I’m recording a video for potential youtube use at the same time that I am writing in this blog and eating a pizza. So you could this a transcript, but I am also curious to see where it goes.
Because in the past, I have often times very much enjoyed typing as I was focused on something else other than the words on the screen. For example, I am now looking at my facial expression and actually I’m looking pretty sexy, almost like a Matthew Mcconahay (spelled that wrong) who just got out of the shower.
Very fucking refreshing shower it was too, because after my shift at Trackers, I was feeling fucked up again, in the head, hating on Portland and the Trackers job and anyone who i feel like i have to tap-dance my speech and self expression around because i may not be using their preferred words or behavior. But shit……let me bow out of that direction and speech for now.

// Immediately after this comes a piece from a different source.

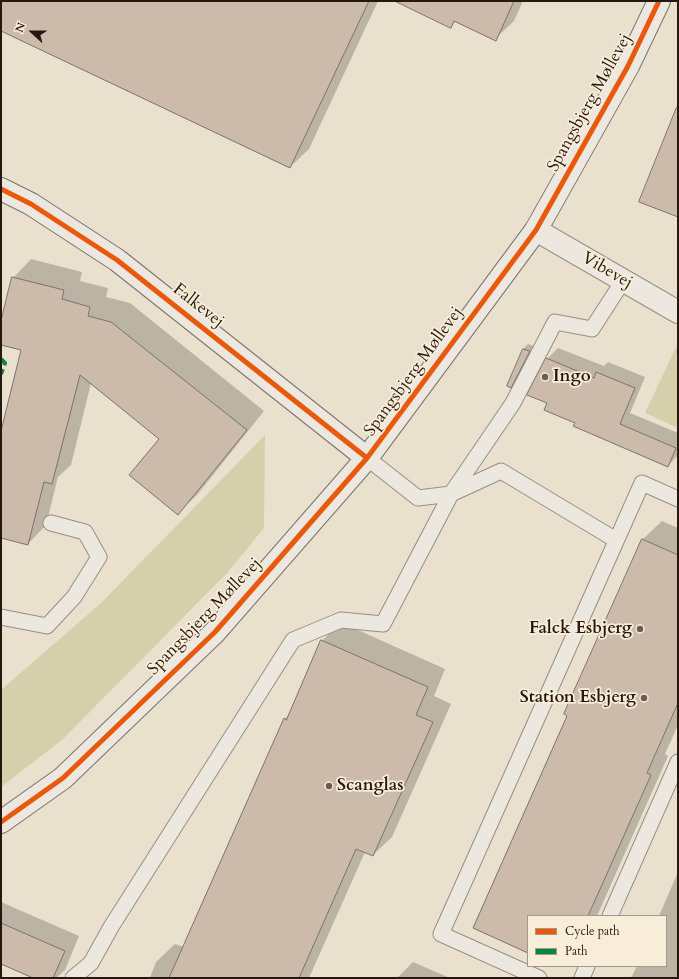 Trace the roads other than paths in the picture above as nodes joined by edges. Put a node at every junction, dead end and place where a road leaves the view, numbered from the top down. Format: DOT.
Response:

What I did want to talk about more importantly was the autopilot mode i’ve been on….ok I just finished the 5 minute video. Eating pizza and talking and trying to type was becoming a little too much, but the top may be like a transcript.
I did lose a little focus in what I wanted to talk about, but I sort of finished the video with an intention, so I’ll finish this post with an intention. Daniel…don’t lose yourself to hating on Portland because of some of the frustrations you experience with things like traffic, with things like some (or even if it’s many) of the people you have encountered. You *could* even just look at it as the initial hurdles one has to get over when moving to a new place…like running the gauntlet in a fraternity.
Because this place of Portland *could* be fucking awesome. You love the street lights. You love the mornings and evenings, many of the parks, and the bridges. There is still a lot of potential here, so please please please don’t lose yourself to the things that you are not liking. Also anyone reading this of the physical or non-physical variety that could offer support or encouragement, I’d love to receive it.
Thank you. /Bow.
March onward, Heroes, X-Men, etc. You fucking rockstars.
P.S. I did want to mention that where I currently am is really neat relative (generally my life fucking sucks so I stress *relative* here) compared to the last post, because i have been going more in the route of small choices and a more automated pace of go go go without much thought. Similar to the “Unfettered Mind,” a Zen book that I was flipping through today.
P.P.S. In addition to what I said above about Portland, it does seem to be a reoccurring pattern of mine is that I will go somewhere kinda neat or start something cool, and I’ll just focus on the shitty aspects until I hate the place and then want to move on. I’m not quite sure how to change this, but it does seem like a very important battle of my life.